All my life, First Corinthians 13 has been something I've held dear to my heart. Yes... it's talking about love... but upon reading it over and over again, one finally comes to realize that it's not really talking about love as we know it or even feel it. It is something much deeper and mysterious.

So... I give you my interpretation of Corithians 13:




Even though I have the most eloquent set of words graced by any being in existence, without your love in my heart... those words have no bearing in any dimension.

Even though I am awarded all the PhDs in the land with all the social recognition that comes with it. Even though I am the greatest scholar or businessman of my time and have solved all the mysteries and problems of the past, present and future. Even if I make the scientific discovery of a lifetime, or engage in work that will mend the wounds of humankind... afflicted by disease, war, pain and suffering. Without your love in my heart... and without my love in those things... they mean nothing.

I can give all that I have to the bums on the streets till I myself am butt naked and blue in the face... Even if I endure the greatest persecution for my beliefs or my work till I am burn on a stake or shot in the head... even in these noblest deeds... without your love in my heart... without my opened heart that is receptive to your love... and without this love saturating the very essence of these deeds... they mean nothing.

Love is like a diamond... it is yesterday, it is today, and it is tomorrow in all things from people, to situations, to promises, to successes, and to failures. Love does things out of kindness... not out of some hidden subconscious benefit... not even for the sake of going to heaven or recieving some monetary like reward in heaven. Love doesn't get green. Love is a pretty quiet person and even in the silent moments, doesn't reflect on itself very much.

Love pulls out chairs and holds doors. Once again, love doesn't reflect too much on itself. Love doesn't get red. Love is one forgetful dude.

Love doesn't like evil... some may question what consitutes "evil", but love is above questioning that... and simply knows the difference between "evil" and the other. Love in itself is an expression of the truth; therefore, love seeks to see this expression come to fruition.

Love looks out for those above, below, in front, behind, and beside it. Love doesn't get suspicious... Love believes in hope, because to hope is to truly live. When one lives in love... they know what is meant to be... and what is meant to be will happen; therefore in short, love never gives up, never gives in.
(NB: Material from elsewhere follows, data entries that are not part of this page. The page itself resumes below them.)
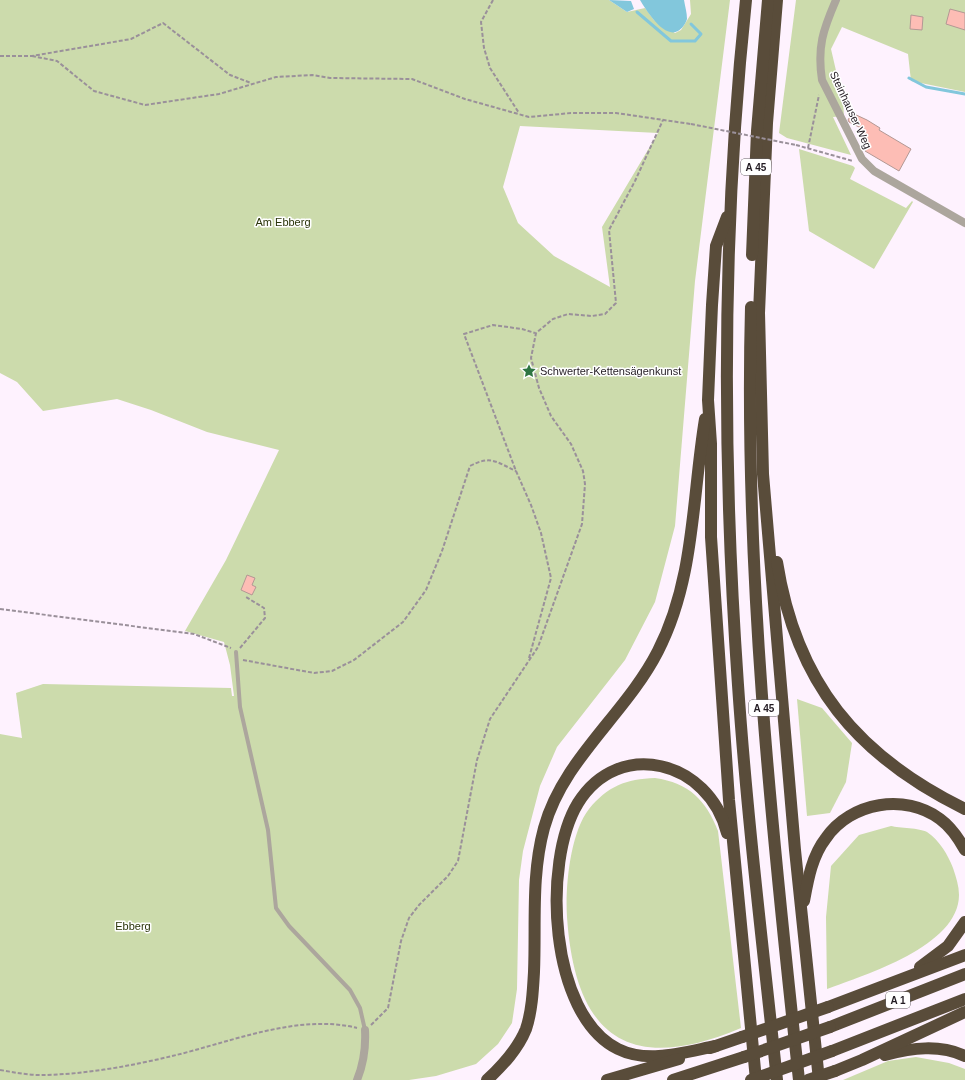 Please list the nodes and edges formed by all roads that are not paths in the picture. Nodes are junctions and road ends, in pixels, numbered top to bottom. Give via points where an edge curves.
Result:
1 (746, 0) edge
2 (768, 0) edge
3 (777, 0) edge
4 (836, 0) edge
5 (731, 205) junction
6 (965, 224) edge
7 (708, 400) junction
8 (763, 474) junction
9 (236, 652) road end
10 (965, 809) edge
11 (965, 850) edge
12 (738, 897) junction
13 (802, 916) junction
14 (965, 922) edge
15 (965, 955) edge
16 (965, 974) edge
17 (895, 982) junction
18 (965, 999) edge
19 (965, 1012) edge
20 (366, 1030) joint
21 (716, 1046) junction
22 (965, 1056) edge
23 (862, 1060) junction
24 (357, 1080) edge
25 (487, 1080) edge
26 (607, 1080) edge
27 (674, 1080) edge
28 (751, 1080) edge
29 (756, 1080) edge
30 (777, 1080) edge
31 (799, 1080) edge
32 (808, 1080) edge
33 (819, 1080) edge

1 - 5 highway, A 45
2 - 31 highway, A 45 via 757,131 753,226 749,473 772,805
3 - 8 highway via 767,123 759,289
4 - 6 street, Steinhauser Weg via 820,43 822,80 866,164
5 - 7 highway via 716,246
5 - 30 highway, A 45 via 727,278 730,535 742,733
7 - 12 highway via 711,444 711,537 717,642
7 - 25 highway via 690,548 678,600 658,651 643,676 575,765 553,803 538,855 534,899 533,989 526,1028 511,1056
8 - 10 highway via 779,578 797,642 821,688 848,725 888,762 925,788
8 - 13 highway
9 - 20 lane via 240,707 268,830 276,908 289,926 350,990 360,1008
11 - 13 highway via 950,828 930,813 908,806 886,804 863,809 834,828 818,850 809,874
12 - 21 highway via 724,822 710,797 683,773 654,765 634,765 600,779 578,803 566,832 556,892 564,965 579,1008 605,1041 632,1054 666,1055
12 - 29 highway
13 - 33 highway
14 - 17 highway via 942,952
15 - 17 highway
16 - 27 highway, A 1, bridge via 830,1027
17 - 21 highway, bridge
18 - 28 highway, A 1, bridge
19 - 23 highway
20 - 24 street via 363,1065
21 - 26 highway
22 - 23 highway via 947,1050 916,1048
23 - 32 highway, bridge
Everything in this world is finite... there is no infinite. All the money, Armani suits, the 1956 Porsch 356A Cabrio Speedster Black, university degrees, high paying jobs, nicely furnished high rise condos in Yaletown, 1.5 kids, parents, teachers, even memories... everything we think we are building to last us a lifetime... everything we are working towards... one day... will be no more. Take your hand and blow on it... like dust leaving your palm... gone.

We all like to think we know... but in reality, we're really guessing most of the time. And love in itself is like the two sides of a coin... black and white... we all like to think that there are levels to it... but in reality... in the inner depths of our heart... it's perfect or not-perfect... there is or is not love. There is no "I think" in love... there isn't even an "I know"... it simpy is.

It's like when we were children... we had all these hopes and dreams... wishing and hoping... I'm not saying love is this way... what I am saying is that as we grow older... we may describe ourselves as becoming more "mature" but in reality, maybe we are growing into an existence that is unnatural to our true selves. If love is encompassed in the characteristics of what a child sees in this world... maybe we have lost ourselves... as the reflection on that mirror grows older as the days go by... and there is only a poor reflection of what was full. Therefore, when you allow love to creep in and when you introduce this love to everything else in your being... you will no longer be clueless to your true existence... but you will know fully and he will know you.

They question of which character was the greatest to be possessed by a man: they are faith, hope and love. But the one that eludes us to this day... and maybe till the last breath we take is... love.